# [TASK DESCRIPTION]
Reproduce every entry exactly and leave its pictures out.

::::::

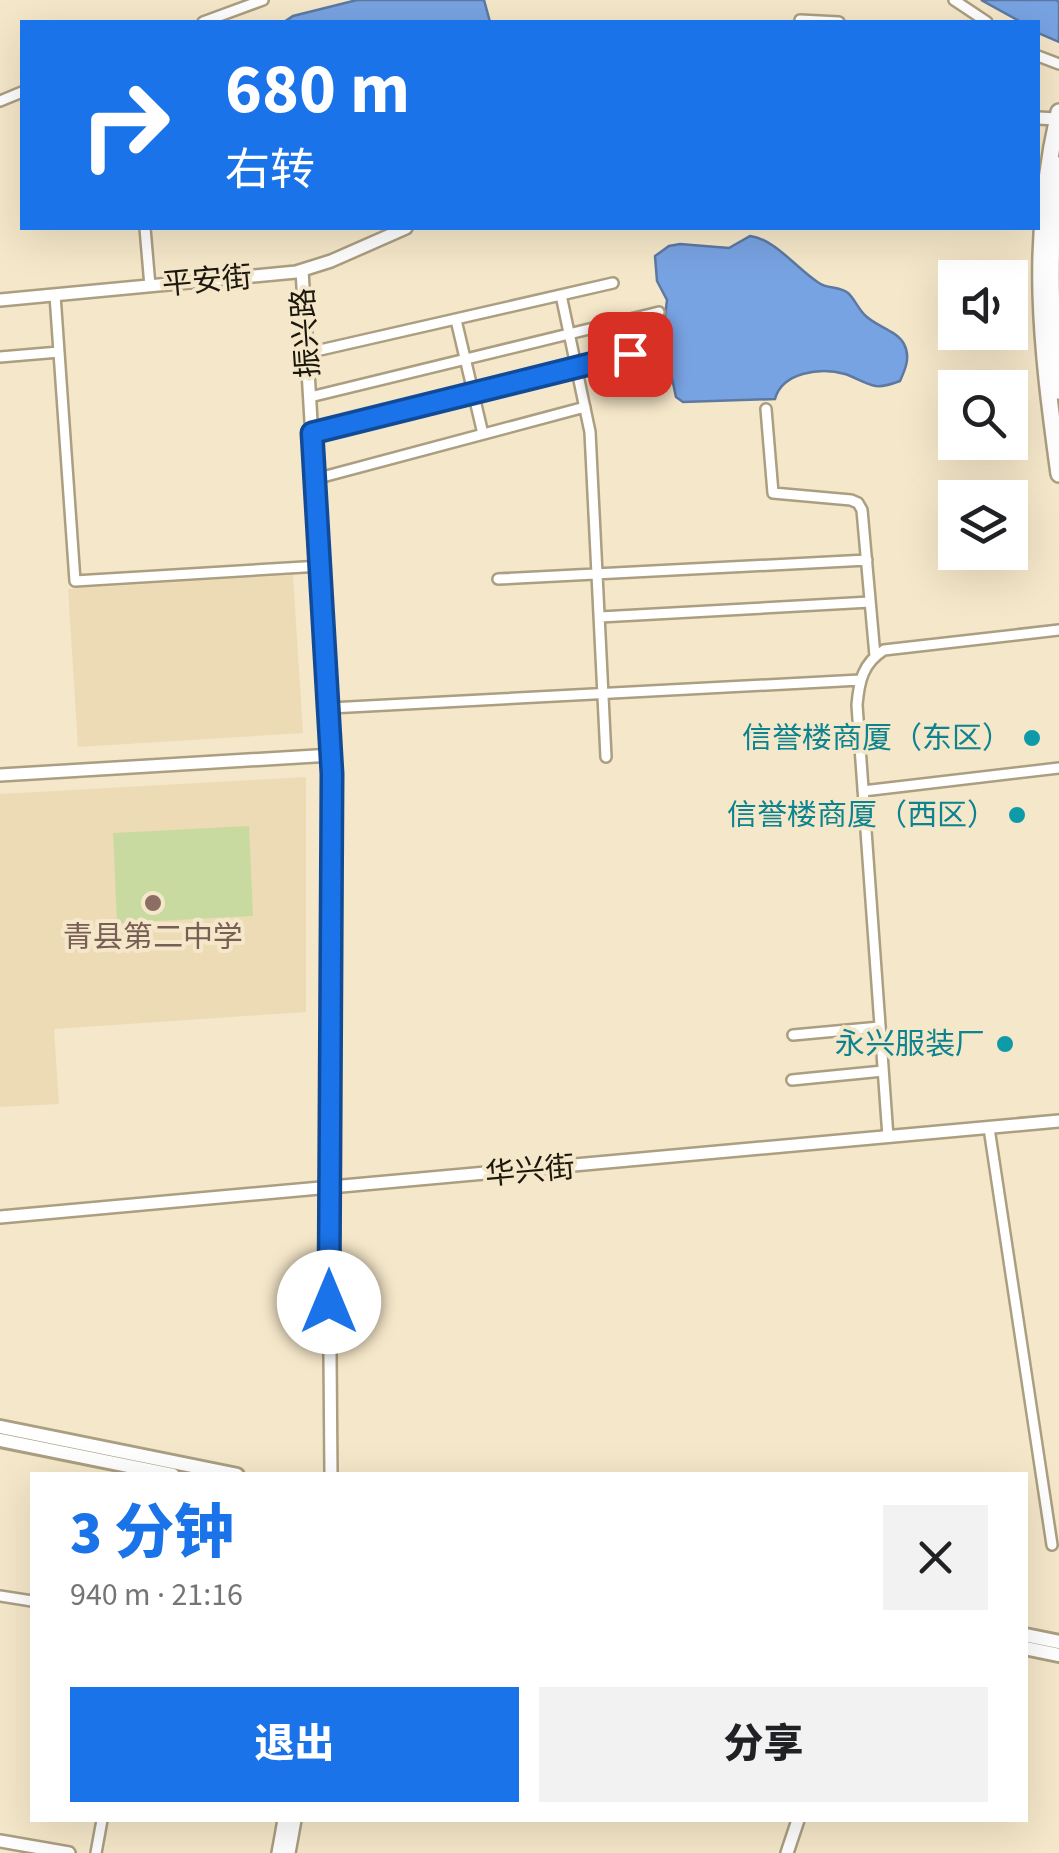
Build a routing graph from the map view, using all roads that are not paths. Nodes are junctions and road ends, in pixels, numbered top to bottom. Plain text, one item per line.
1 (263, 0) edge
2 (954, 0) edge
3 (208, 20) edge
4 (984, 20) edge
5 (1058, 116) edge
6 (1059, 165) edge
7 (146, 230) edge
8 (402, 230) edge
9 (302, 270) junction
10 (613, 284) dead end
11 (150, 286) junction
12 (55, 295) junction
13 (561, 295) junction
14 (0, 300) edge
15 (659, 312) dead end
16 (456, 320) junction
17 (570, 334) junction
18 (657, 347) dead end
19 (59, 352) junction
20 (308, 354) junction
21 (0, 357) edge
22 (465, 360) junction
23 (577, 367) junction
24 (1059, 391) edge
25 (473, 393) junction
26 (310, 398) junction
27 (585, 407) junction
28 (766, 409) dead end
29 (312, 433) junction
30 (483, 434) junction
31 (1059, 474) edge
32 (316, 480) junction
33 (866, 560) junction
34 (321, 566) junction
35 (598, 576) junction
36 (498, 579) dead end
37 (870, 602) junction
38 (600, 617) junction
39 (1059, 630) edge
40 (875, 656) junction
41 (860, 680) junction
42 (603, 694) junction
43 (330, 708) junction
44 (332, 756) junction
45 (606, 757) dead end
46 (1059, 768) edge
47 (0, 775) edge
48 (863, 791) junction
49 (880, 1027) junction
50 (792, 1035) dead end
51 (883, 1070) junction
52 (792, 1080) dead end
53 (1059, 1121) edge
54 (988, 1128) junction
55 (888, 1137) junction
56 (329, 1188) junction
57 (0, 1216) edge
58 (0, 1427) edge
59 (0, 1440) edge
60 (158, 1472) edge
61 (223, 1472) edge
62 (331, 1472) edge
63 (1052, 1544) dead end
64 (0, 1596) edge
65 (30, 1601) edge
66 (1059, 1642) edge
67 (1028, 1644) edge
68 (1028, 1645) edge
69 (1059, 1658) edge
70 (102, 1822) edge
71 (284, 1822) edge
72 (295, 1822) edge
73 (797, 1822) edge
74 (0, 1842) edge
75 (69, 1853) edge
76 (96, 1853) edge
77 (278, 1853) edge
78 (289, 1853) edge
79 (787, 1853) edge

1 - 3 street
2 - 4 street
5 - 31 main road
6 - 24 main road
7 - 11 street
8 - 9 street, 平安街
9 - 11 street, 平安街
9 - 20 street, 振兴路
10 - 13 street
11 - 12 street, 平安街
12 - 14 street, 平安街
12 - 19 street
13 - 16 street
13 - 17 street
15 - 17 street
16 - 20 street
16 - 22 street
17 - 22 street
17 - 23 street
18 - 23 street
19 - 21 street
19 - 34 street
20 - 26 street, 振兴路
22 - 25 street
22 - 26 street
23 - 25 street
23 - 27 street
25 - 29 street
25 - 30 street
26 - 29 street, 振兴路
27 - 30 street
27 - 35 street
28 - 33 street
29 - 32 street, 振兴路
30 - 32 street
32 - 34 street, 振兴路
33 - 35 street
33 - 37 street
34 - 43 street, 振兴路
35 - 36 street
35 - 38 street
37 - 38 street
37 - 40 street
38 - 42 street
39 - 40 street
40 - 41 street
41 - 42 street
41 - 48 street
42 - 43 street
42 - 45 street
43 - 44 street, 振兴路
44 - 47 street
44 - 56 street, 振兴路
46 - 48 street
48 - 49 street
49 - 50 street
49 - 51 street
51 - 52 street
51 - 55 street
53 - 54 street, 华兴街
54 - 55 street, 华兴街
54 - 63 street
55 - 56 street, 华兴街
56 - 57 street, 华兴街
56 - 62 street, 振兴路
58 - 61 main road
59 - 60 main road
64 - 65 street
66 - 67 main road
68 - 69 main road
70 - 76 street
71 - 77 street
72 - 78 street
73 - 79 street
74 - 75 street

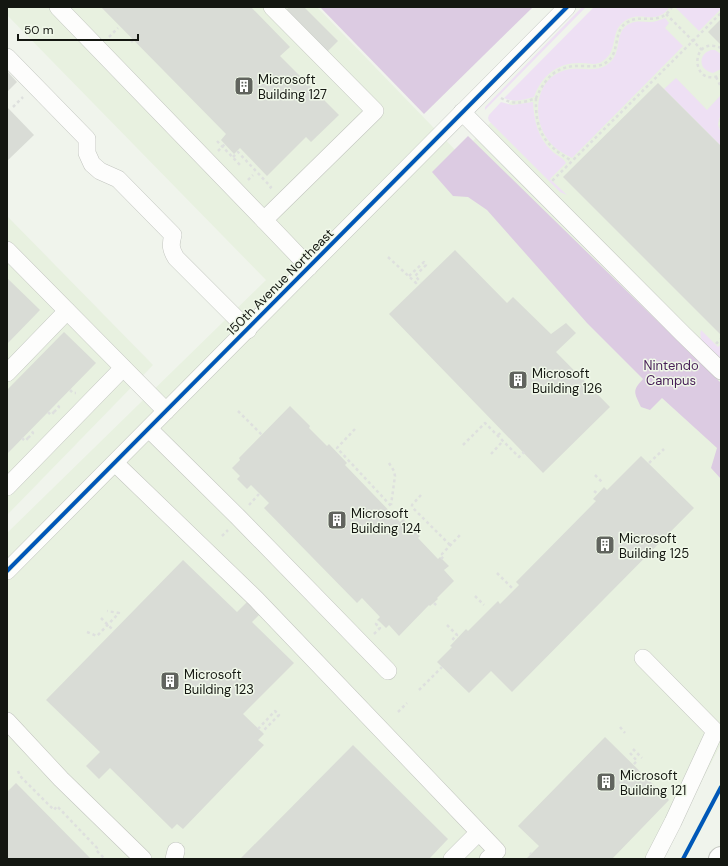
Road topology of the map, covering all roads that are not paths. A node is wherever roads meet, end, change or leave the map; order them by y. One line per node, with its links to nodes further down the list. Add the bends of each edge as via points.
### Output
1 (58, 7): 6 (street)
2 (272, 7): 6 (street, via 375,111)
3 (567, 7): 5 (street, 150th Avenue Northeast)
4 (7, 58): 10 (street, via 87,139 87,153 92,164 100,171 118,179 173,235 170,244 176,258)
5 (462, 112): 8 (street, 150th Avenue Northeast); 12 (street)
6 (264, 220): 8 (street)
7 (7, 250): 9 (street)
8 (309, 267): 10 (street, 150th Avenue Northeast)
9 (67, 312): 11 (street); 13 (street)
10 (248, 330): 14 (street, 150th Avenue Northeast)
11 (123, 368): 14 (street); 17 (street)
12 (721, 370)
13 (7, 373)
14 (166, 412): 15 (street, 150th Avenue Northeast)
15 (149, 429): 16 (street, 150th Avenue Northeast); 20 (street)
16 (115, 463): 18 (street, 150th Avenue Northeast); 22 (street, via 256,599)
17 (7, 486)
18 (7, 571)
19 (642, 658): 26 (street, via 715,731)
20 (388, 670)
21 (7, 721): 23 (street, via 70,789)
22 (478, 833): 24 (street); 25 (street, via 496,851)
23 (143, 859)
24 (452, 859)
25 (488, 859)
26 (654, 859)

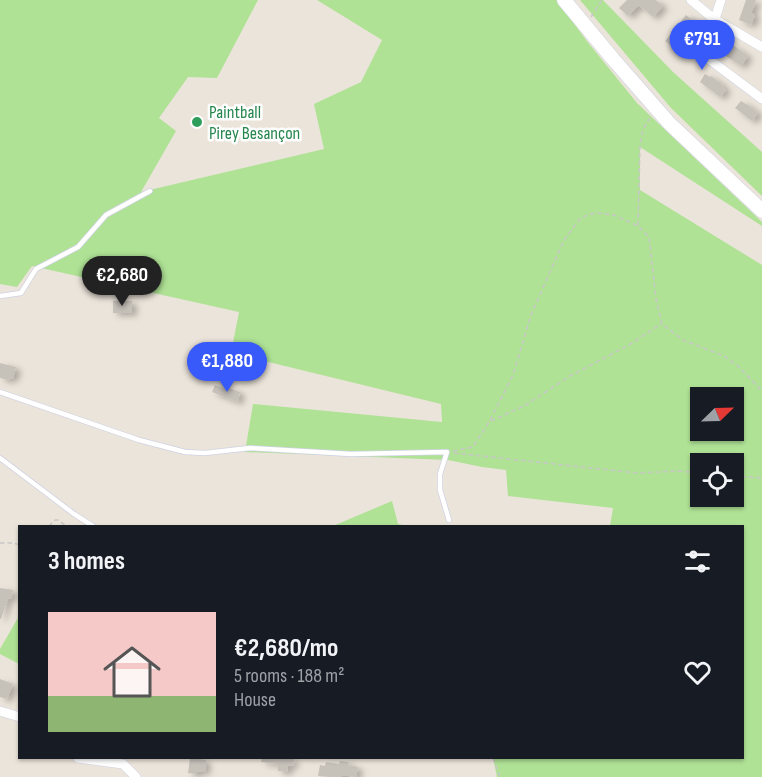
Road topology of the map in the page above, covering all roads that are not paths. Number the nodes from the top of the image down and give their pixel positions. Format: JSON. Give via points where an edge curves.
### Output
{"nodes":[{"id":1,"x":564,"y":0,"type":"edge"},
{"id":2,"x":691,"y":0,"type":"edge"},
{"id":3,"x":720,"y":0,"type":"edge"},
{"id":4,"x":714,"y":19,"type":"junction"},
{"id":5,"x":762,"y":47,"type":"edge"},
{"id":6,"x":762,"y":99,"type":"edge"},
{"id":7,"x":150,"y":191,"type":"dead end"},
{"id":8,"x":762,"y":211,"type":"edge"},
{"id":9,"x":0,"y":297,"type":"edge"},
{"id":10,"x":0,"y":392,"type":"edge"},
{"id":11,"x":0,"y":458,"type":"edge"},
{"id":12,"x":449,"y":520,"type":"dead end"},
{"id":13,"x":91,"y":525,"type":"edge"},
{"id":14,"x":0,"y":711,"type":"edge"},
{"id":15,"x":18,"y":716,"type":"edge"},
{"id":16,"x":86,"y":759,"type":"edge"},
{"id":17,"x":135,"y":777,"type":"edge"}],
"edges":[{"from":1,"to":8,"type":"main road","via":[[669,123]]},
{"from":2,"to":4,"type":"street"},
{"from":3,"to":4,"type":"street"},
{"from":4,"to":5,"type":"street"},
{"from":4,"to":6,"type":"street","via":[[701,51]]},
{"from":7,"to":9,"type":"lane","via":[[106,215],[78,246],[36,268],[21,293]]},
{"from":10,"to":12,"type":"lane","via":[[185,452],[250,448],[351,454],[447,452],[440,490]]},
{"from":11,"to":13,"type":"lane"},
{"from":14,"to":15,"type":"street"},
{"from":16,"to":17,"type":"street","via":[[123,764]]}]}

::::::

# [FINISHED TASK]
Build a routing graph from the map view, using all roads that are not paths. Nodes are junctions and road ends, in pixels, numbered top to bottom. Plain text, one item per line.
1 (263, 0) edge
2 (954, 0) edge
3 (208, 20) edge
4 (984, 20) edge
5 (1058, 116) edge
6 (1059, 165) edge
7 (146, 230) edge
8 (402, 230) edge
9 (302, 270) junction
10 (613, 284) dead end
11 (150, 286) junction
12 (55, 295) junction
13 (561, 295) junction
14 (0, 300) edge
15 (659, 312) dead end
16 (456, 320) junction
17 (570, 334) junction
18 (657, 347) dead end
19 (59, 352) junction
20 (308, 354) junction
21 (0, 357) edge
22 (465, 360) junction
23 (577, 367) junction
24 (1059, 391) edge
25 (473, 393) junction
26 (310, 398) junction
27 (585, 407) junction
28 (766, 409) dead end
29 (312, 433) junction
30 (483, 434) junction
31 (1059, 474) edge
32 (316, 480) junction
33 (866, 560) junction
34 (321, 566) junction
35 (598, 576) junction
36 (498, 579) dead end
37 (870, 602) junction
38 (600, 617) junction
39 (1059, 630) edge
40 (875, 656) junction
41 (860, 680) junction
42 (603, 694) junction
43 (330, 708) junction
44 (332, 756) junction
45 (606, 757) dead end
46 (1059, 768) edge
47 (0, 775) edge
48 (863, 791) junction
49 (880, 1027) junction
50 (792, 1035) dead end
51 (883, 1070) junction
52 (792, 1080) dead end
53 (1059, 1121) edge
54 (988, 1128) junction
55 (888, 1137) junction
56 (329, 1188) junction
57 (0, 1216) edge
58 (0, 1427) edge
59 (0, 1440) edge
60 (158, 1472) edge
61 (223, 1472) edge
62 (331, 1472) edge
63 (1052, 1544) dead end
64 (0, 1596) edge
65 (30, 1601) edge
66 (1059, 1642) edge
67 (1028, 1644) edge
68 (1028, 1645) edge
69 (1059, 1658) edge
70 (102, 1822) edge
71 (284, 1822) edge
72 (295, 1822) edge
73 (797, 1822) edge
74 (0, 1842) edge
75 (69, 1853) edge
76 (96, 1853) edge
77 (278, 1853) edge
78 (289, 1853) edge
79 (787, 1853) edge

1 - 3 street
2 - 4 street
5 - 31 main road
6 - 24 main road
7 - 11 street
8 - 9 street, 平安街
9 - 11 street, 平安街
9 - 20 street, 振兴路
10 - 13 street
11 - 12 street, 平安街
12 - 14 street, 平安街
12 - 19 street
13 - 16 street
13 - 17 street
15 - 17 street
16 - 20 street
16 - 22 street
17 - 22 street
17 - 23 street
18 - 23 street
19 - 21 street
19 - 34 street
20 - 26 street, 振兴路
22 - 25 street
22 - 26 street
23 - 25 street
23 - 27 street
25 - 29 street
25 - 30 street
26 - 29 street, 振兴路
27 - 30 street
27 - 35 street
28 - 33 street
29 - 32 street, 振兴路
30 - 32 street
32 - 34 street, 振兴路
33 - 35 street
33 - 37 street
34 - 43 street, 振兴路
35 - 36 street
35 - 38 street
37 - 38 street
37 - 40 street
38 - 42 street
39 - 40 street
40 - 41 street
41 - 42 street
41 - 48 street
42 - 43 street
42 - 45 street
43 - 44 street, 振兴路
44 - 47 street
44 - 56 street, 振兴路
46 - 48 street
48 - 49 street
49 - 50 street
49 - 51 street
51 - 52 street
51 - 55 street
53 - 54 street, 华兴街
54 - 55 street, 华兴街
54 - 63 street
55 - 56 street, 华兴街
56 - 57 street, 华兴街
56 - 62 street, 振兴路
58 - 61 main road
59 - 60 main road
64 - 65 street
66 - 67 main road
68 - 69 main road
70 - 76 street
71 - 77 street
72 - 78 street
73 - 79 street
74 - 75 street

Road topology of the map, covering all roads that are not paths. A node is wherever roads meet, end, change or leave the map; order them by y. One line per node, with its links to nodes further down the list. Add the bends of each edge as via points.
### Output
1 (58, 7): 6 (street)
2 (272, 7): 6 (street, via 375,111)
3 (567, 7): 5 (street, 150th Avenue Northeast)
4 (7, 58): 10 (street, via 87,139 87,153 92,164 100,171 118,179 173,235 170,244 176,258)
5 (462, 112): 8 (street, 150th Avenue Northeast); 12 (street)
6 (264, 220): 8 (street)
7 (7, 250): 9 (street)
8 (309, 267): 10 (street, 150th Avenue Northeast)
9 (67, 312): 11 (street); 13 (street)
10 (248, 330): 14 (street, 150th Avenue Northeast)
11 (123, 368): 14 (street); 17 (street)
12 (721, 370)
13 (7, 373)
14 (166, 412): 15 (street, 150th Avenue Northeast)
15 (149, 429): 16 (street, 150th Avenue Northeast); 20 (street)
16 (115, 463): 18 (street, 150th Avenue Northeast); 22 (street, via 256,599)
17 (7, 486)
18 (7, 571)
19 (642, 658): 26 (street, via 715,731)
20 (388, 670)
21 (7, 721): 23 (street, via 70,789)
22 (478, 833): 24 (street); 25 (street, via 496,851)
23 (143, 859)
24 (452, 859)
25 (488, 859)
26 (654, 859)

Road topology of the map in the page above, covering all roads that are not paths. Number the nodes from the top of the image down and give their pixel positions. Format: JSON. Give via points where an edge curves.
### Output
{"nodes":[{"id":1,"x":564,"y":0,"type":"edge"},
{"id":2,"x":691,"y":0,"type":"edge"},
{"id":3,"x":720,"y":0,"type":"edge"},
{"id":4,"x":714,"y":19,"type":"junction"},
{"id":5,"x":762,"y":47,"type":"edge"},
{"id":6,"x":762,"y":99,"type":"edge"},
{"id":7,"x":150,"y":191,"type":"dead end"},
{"id":8,"x":762,"y":211,"type":"edge"},
{"id":9,"x":0,"y":297,"type":"edge"},
{"id":10,"x":0,"y":392,"type":"edge"},
{"id":11,"x":0,"y":458,"type":"edge"},
{"id":12,"x":449,"y":520,"type":"dead end"},
{"id":13,"x":91,"y":525,"type":"edge"},
{"id":14,"x":0,"y":711,"type":"edge"},
{"id":15,"x":18,"y":716,"type":"edge"},
{"id":16,"x":86,"y":759,"type":"edge"},
{"id":17,"x":135,"y":777,"type":"edge"}],
"edges":[{"from":1,"to":8,"type":"main road","via":[[669,123]]},
{"from":2,"to":4,"type":"street"},
{"from":3,"to":4,"type":"street"},
{"from":4,"to":5,"type":"street"},
{"from":4,"to":6,"type":"street","via":[[701,51]]},
{"from":7,"to":9,"type":"lane","via":[[106,215],[78,246],[36,268],[21,293]]},
{"from":10,"to":12,"type":"lane","via":[[185,452],[250,448],[351,454],[447,452],[440,490]]},
{"from":11,"to":13,"type":"lane"},
{"from":14,"to":15,"type":"street"},
{"from":16,"to":17,"type":"street","via":[[123,764]]}]}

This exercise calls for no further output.